*Work instruction*
Copy out each line of the material exactly. Pictures do not belong in the copy.

*Entries shown*
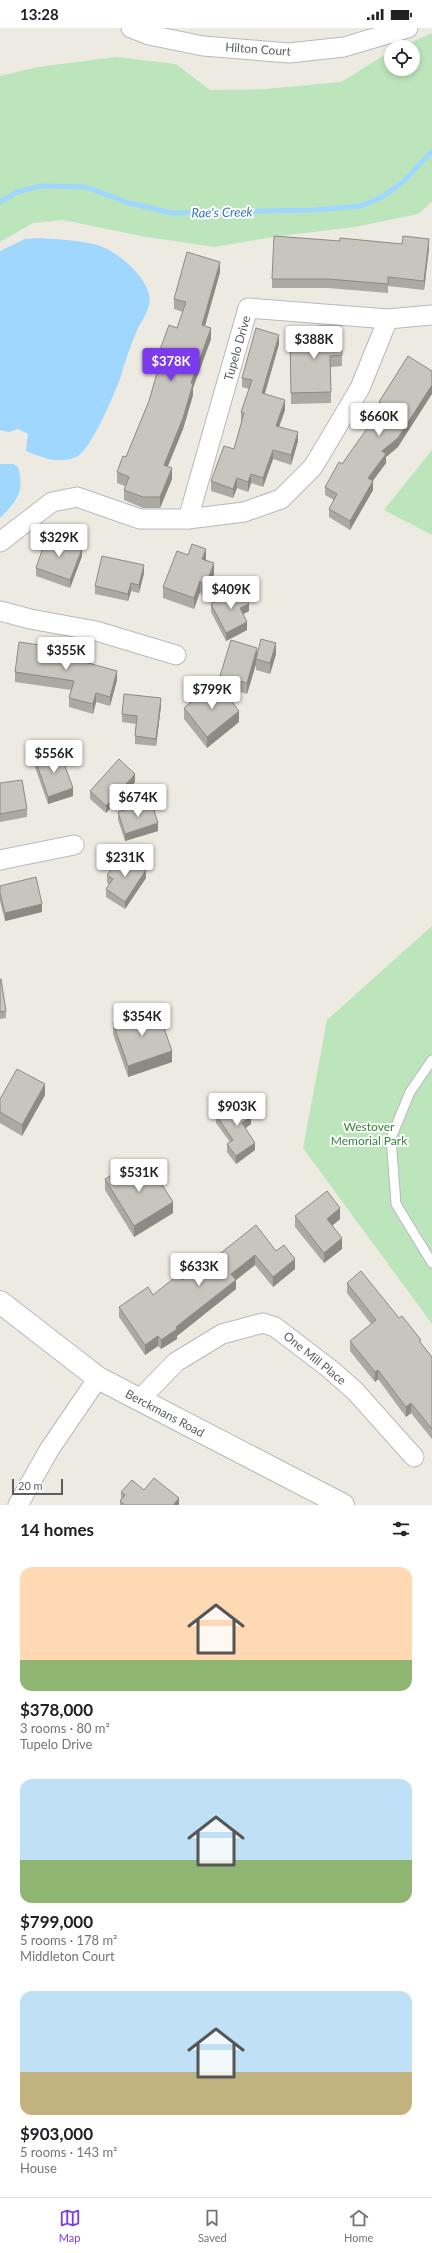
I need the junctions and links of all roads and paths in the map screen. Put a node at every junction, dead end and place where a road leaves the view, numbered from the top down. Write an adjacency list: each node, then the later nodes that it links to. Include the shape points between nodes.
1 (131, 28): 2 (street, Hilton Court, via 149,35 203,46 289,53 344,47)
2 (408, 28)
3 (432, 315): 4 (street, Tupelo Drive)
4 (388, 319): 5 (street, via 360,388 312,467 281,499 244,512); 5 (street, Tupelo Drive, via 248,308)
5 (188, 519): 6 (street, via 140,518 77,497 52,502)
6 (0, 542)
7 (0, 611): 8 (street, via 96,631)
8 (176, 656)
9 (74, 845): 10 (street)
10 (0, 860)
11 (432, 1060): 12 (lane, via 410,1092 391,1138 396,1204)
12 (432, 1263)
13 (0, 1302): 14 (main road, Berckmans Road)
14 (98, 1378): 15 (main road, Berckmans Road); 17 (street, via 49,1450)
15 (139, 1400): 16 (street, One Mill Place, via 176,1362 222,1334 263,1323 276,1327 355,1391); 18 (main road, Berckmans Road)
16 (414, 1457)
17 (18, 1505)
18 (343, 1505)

*Response*
I need the junctions and links of all roads and paths in the map screen. Put a node at every junction, dead end and place where a road leaves the view, numbered from the top down. Write an adjacency list: each node, then the later nodes that it links to. Include the shape points between nodes.
1 (131, 28): 2 (street, Hilton Court, via 149,35 203,46 289,53 344,47)
2 (408, 28)
3 (432, 315): 4 (street, Tupelo Drive)
4 (388, 319): 5 (street, via 360,388 312,467 281,499 244,512); 5 (street, Tupelo Drive, via 248,308)
5 (188, 519): 6 (street, via 140,518 77,497 52,502)
6 (0, 542)
7 (0, 611): 8 (street, via 96,631)
8 (176, 656)
9 (74, 845): 10 (street)
10 (0, 860)
11 (432, 1060): 12 (lane, via 410,1092 391,1138 396,1204)
12 (432, 1263)
13 (0, 1302): 14 (main road, Berckmans Road)
14 (98, 1378): 15 (main road, Berckmans Road); 17 (street, via 49,1450)
15 (139, 1400): 16 (street, One Mill Place, via 176,1362 222,1334 263,1323 276,1327 355,1391); 18 (main road, Berckmans Road)
16 (414, 1457)
17 (18, 1505)
18 (343, 1505)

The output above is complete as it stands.